Der Streit der beiden Brüder in der Öffentlichkeit war tatsächlich eine Auseinandersetzung, die für viele Deutsche im Ersten Weltkrieg und danach einen Orientierungspunkt gebildet hat. Doch nicht dieser von der Seite Thomas Manns verbissen geführte politische Meinungsstreit zwischen den großen Schriftstellerbrüdern sei der Grund für den repräsentativen Charakter der Familie Mann, behauptet der Biograph und Publizist Manfred Flügge in seiner Familienbiographie „Das Jahrhundert der Manns", sondern die Erfahrung des Exils.

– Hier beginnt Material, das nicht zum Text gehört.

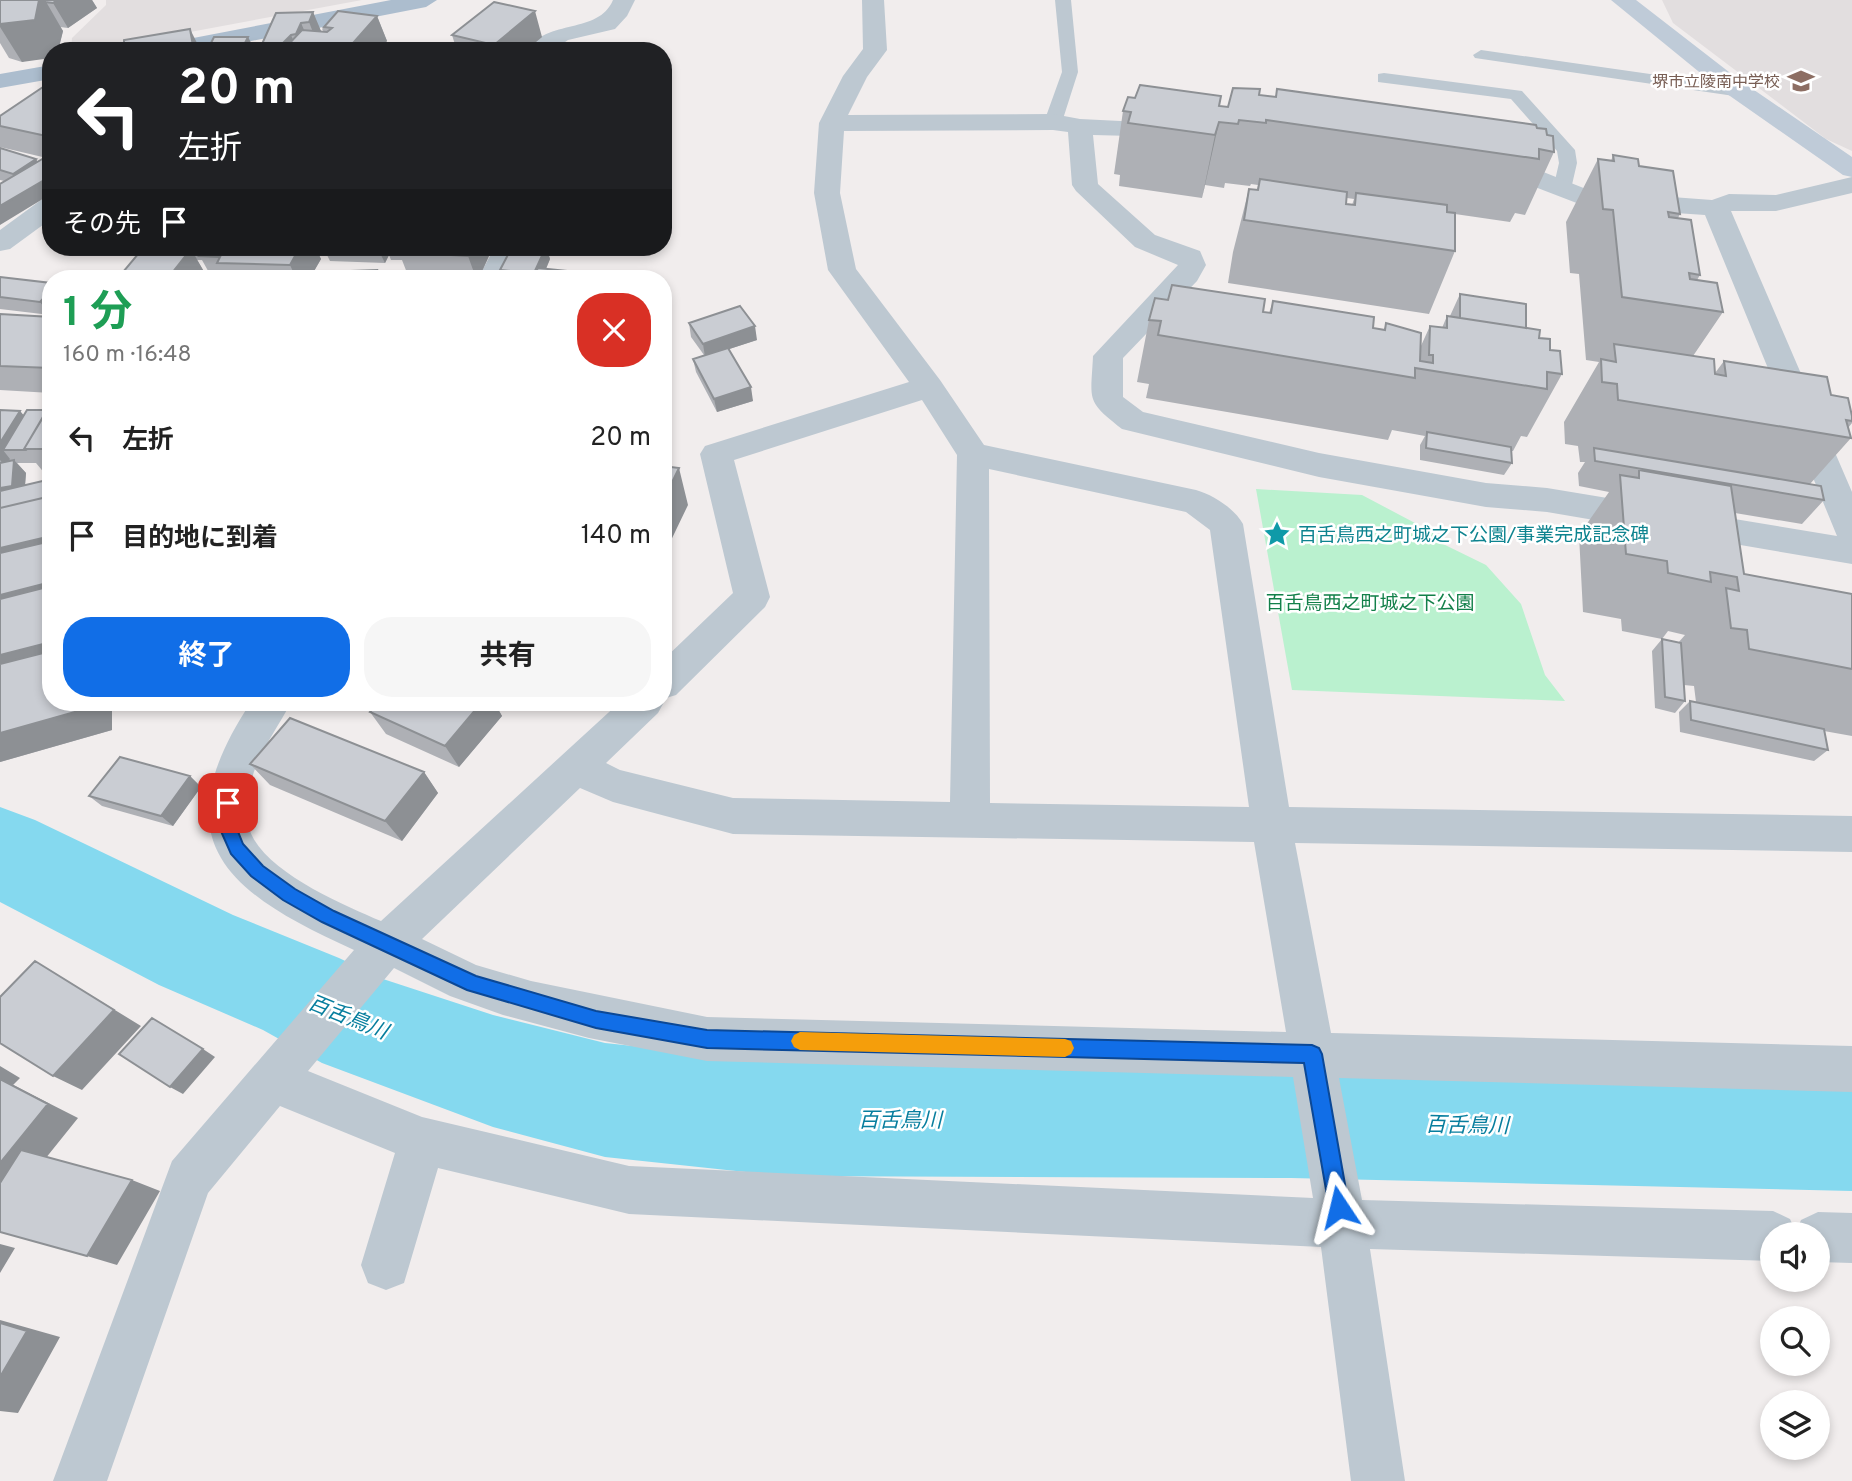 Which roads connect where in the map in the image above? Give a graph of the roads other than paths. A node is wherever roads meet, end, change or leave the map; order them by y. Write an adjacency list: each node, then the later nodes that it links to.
1 (426, 0): 6 (main road)
2 (624, 0): 7 (street)
3 (873, 0): 13 (street)
4 (1063, 0): 14 (lane)
5 (1622, 0): 12 (street)
6 (209, 42)
7 (550, 42)
8 (1481, 55): 12 (lane)
9 (42, 74): 11 (main road)
10 (1384, 78): 19 (lane)
11 (0, 81)
12 (1741, 92): 17 (street)
13 (832, 123): 14 (street); 23 (street)
14 (1067, 125): 15 (street); 26 (street)
15 (1199, 128)
16 (1470, 155): 19 (street)
17 (1852, 169)
18 (1852, 185): 20 (street)
19 (1562, 189): 20 (street)
20 (1716, 208): 25 (street)
21 (42, 213): 22 (street)
22 (0, 243)
23 (929, 387): 24 (street); 27 (street)
24 (973, 454): 31 (street); 32 (street)
25 (1852, 532)
26 (1852, 551)
27 (672, 675)
28 (266, 711): 34 (street)
29 (636, 711): 30 (street)
30 (576, 768): 31 (street); 34 (street)
31 (970, 819): 32 (street)
32 (1271, 823): 33 (street); 36 (street)
33 (1852, 834)
34 (377, 955): 35 (street); 36 (street)
35 (280, 1069): 38 (street); 44 (street)
36 (1315, 1069): 37 (street); 39 (street)
37 (1852, 1069)
38 (422, 1141): 39 (street); 43 (street)
39 (1339, 1207): 40 (street); 45 (street)
40 (1760, 1235)
41 (1830, 1237): 42 (street)
42 (1852, 1238)
43 (386, 1265)
44 (80, 1481)
45 (1378, 1481)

Einfühlsame Porträts von Carla, der Schwester von Heinrich und Thomas
Und er hat Recht. Zumindest insofern, als aus dem Land fliehen zu müssen, in dem man sich heimisch, als dessen Teil man sich gesehen hat, Wohnort und Besitz zu verlieren, sich auf eine ziellose Reise begeben, Pässe und Passagen organisieren zu müssen, Erfahrungen sind, die alle Mitglieder der Familie Mann mit vielen Künstlern, Juden und anderen Flüchtlingen geteilt haben. Der Bruch, der die deutsche Kultur im 20. Jahrhundert geteilt hat, geht auch durch die Biographien der fünf Geschwister Heinrich und Thomas, Clara, Julia und Victor und ihrer Kinder. Und nicht nur haben fast alle diese Erfahrungen literarisch verarbeitet, die meisten von ihnen haben sich auch politisch engagiert: Heinrich Mann schreibt gegen den Krieg und beschwört den Sozialismus, Thomas Mann hält Radioreden an das deutsche Volk in der BBC, seine Söhne Klaus und Golo geben Exilzeitschriften heraus, seine Tochter Erika hält Vorträge.

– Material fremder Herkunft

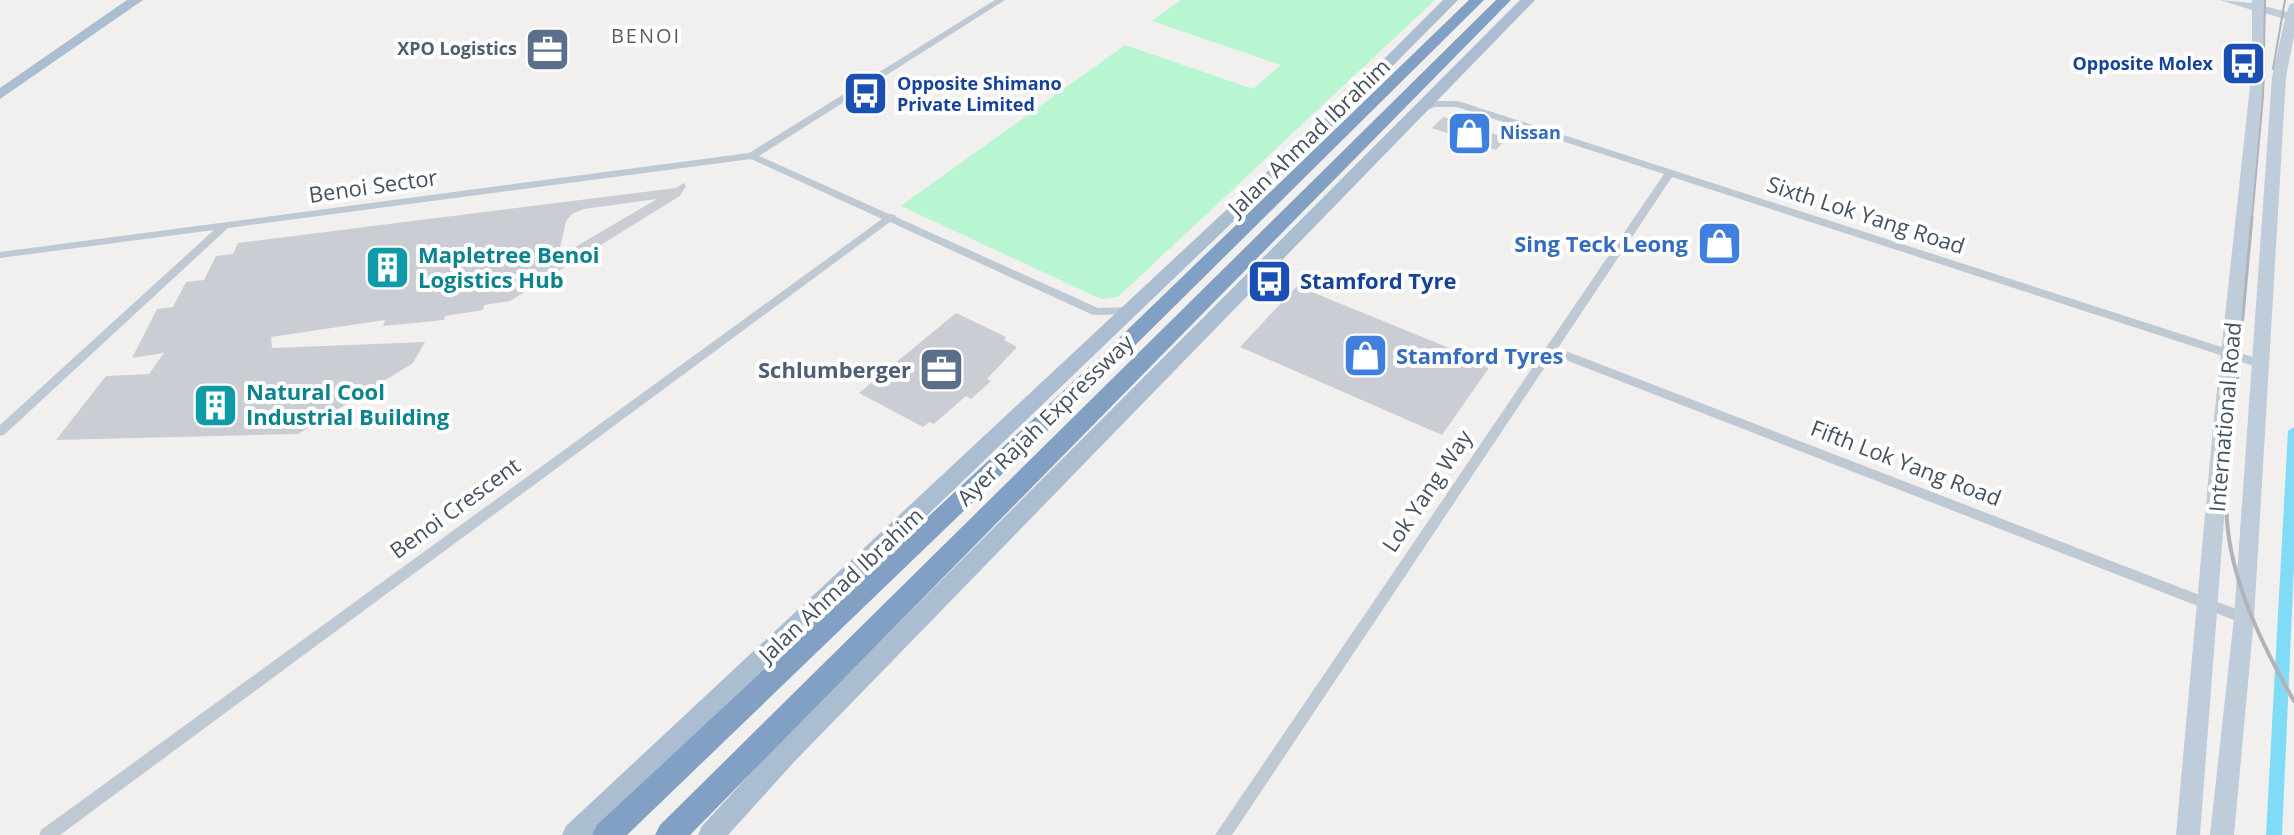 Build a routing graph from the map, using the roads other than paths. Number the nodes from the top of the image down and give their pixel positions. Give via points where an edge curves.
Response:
1 (126, 0) edge
2 (136, 0) edge
3 (1001, 0) edge
4 (1451, 0) edge
5 (1459, 0) edge
6 (1477, 0) edge
7 (1504, 0) edge
8 (1520, 0) edge
9 (1528, 0) edge
10 (2216, 0) edge
11 (2226, 0) edge
12 (2261, 3) edge
13 (2294, 12) edge
14 (2291, 32) edge
15 (2259, 34) junction
16 (1416, 57) junction
17 (1447, 82) junction
18 (0, 88) edge
19 (0, 95) edge
20 (1458, 104) junction
21 (1393, 110) junction
22 (1418, 110) junction
23 (752, 156) junction
24 (1670, 173) junction
25 (891, 217) junction
26 (224, 226) junction
27 (0, 255) edge
28 (1102, 322) junction
29 (1552, 350) junction
30 (2230, 354) junction
31 (2261, 364) junction
32 (0, 432) edge
33 (2209, 605) junction
34 (2244, 618) junction
35 (758, 749) junction
36 (47, 835) edge
37 (575, 835) edge
38 (607, 835) edge
39 (670, 835) edge
40 (692, 835) edge
41 (711, 835) edge
42 (1223, 835) edge
43 (2188, 835) edge
44 (2222, 835) edge

1 - 18 main road
2 - 19 main road
3 - 23 street, Benoi Sector
4 - 28 main road, Jalan Ahmad Ibrahim via 1129,311
5 - 16 highway via 1416,50
6 - 16 highway, Ayer Rajah Expressway
7 - 21 highway, Ayer Rajah Expressway
8 - 21 highway via 1437,78
9 - 17 main road
10 - 15 main road via 2250,18
11 - 12 main road
12 - 13 main road
12 - 15 main road, International Road
13 - 14 main road, International Road
14 - 31 main road, International Road via 2279,80
15 - 30 main road, International Road
16 - 38 highway, Ayer Rajah Expressway via 1097,371
17 - 20 street via 1448,93
17 - 22 main road
20 - 22 street, Sixth Lok Yang Road
20 - 24 street, Sixth Lok Yang Road
21 - 35 highway, Ayer Rajah Expressway
22 - 41 main road
23 - 25 street
23 - 26 street, Benoi Sector
24 - 29 street, Lok Yang Way
24 - 30 street, Sixth Lok Yang Road
25 - 28 street
25 - 36 street, Benoi Crescent
26 - 27 street, Benoi Sector
26 - 32 street
28 - 37 main road, Jalan Ahmad Ibrahim
29 - 33 street, Fifth Lok Yang Road
29 - 42 street, Lok Yang Way
30 - 31 street, Sixth Lok Yang Road
30 - 33 main road, International Road
31 - 34 main road, International Road
33 - 34 street, Fifth Lok Yang Road
33 - 43 main road, International Road
34 - 44 main road, International Road
35 - 39 highway, Ayer Rajah Expressway
35 - 40 highway via 750,770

Der erfahrene Biograph und Publizist Manfred Flügge erzählt sowohl die Lebensläufe, als auch den literarischen Werdegang der Autorenfamilie. Er bewegt sich souverän in dem umfangreichen Material, hat sich vertraut gemacht mit den Werken auch der wenig prominenten Mitglieder des Clans, etwa denen von Monika Mann, der bei Eltern und Geschwistern nicht gut gelittenen mittleren Tochter Thomas Manns, und besitzt einen nicht nur sicheren, sondern auch eigenen Zugriff zu den Persönlichkeiten und Werken. So bietet er einfühlsame Porträts von Carla, der Schwester von Heinrich und Thomas, und der begabten und forschen ältesten Tochter Thomas Manns Erika, liefert eine interessante Einschätzung des politischen publizistischen Engagements Heinrich Manns, dessen präzise Kenntnisse ebenso gering waren, wie seine Ansichten schwankend und seine Bereitschaft, ins Schwärmen zu geraten, groß, und einen verständnisvollen, aber unsentimentalen Blick auf Thomas Mann. Lesenswert ist auch seine Skizze der Interessen des Historikers Golo Mann, der mit seiner Geschichte Deutschlands und seiner Wallenstein-Biographie in den siebziger Jahren großen Erfolg hatte.
Die Bedeutung des Exils für die Repräsentativität der Lebensläufe der Autorenfamilie Mann veranschlagt der Exil-Forscher Manfred Flügge als zu hoch, denn die literarischen Wege der drei großen Autoren Heinrich, Thomas und Klaus haben in anderen Kontexten begonnen, doch den besonderen Reiz bezieht seine Darstellung neben der gebotenen, profunden Einführung in die bürgerlich-künstlerische Sphäre in der ersten Hälfte des 20. Jahrhunderts gerade aus dieser Perspektive.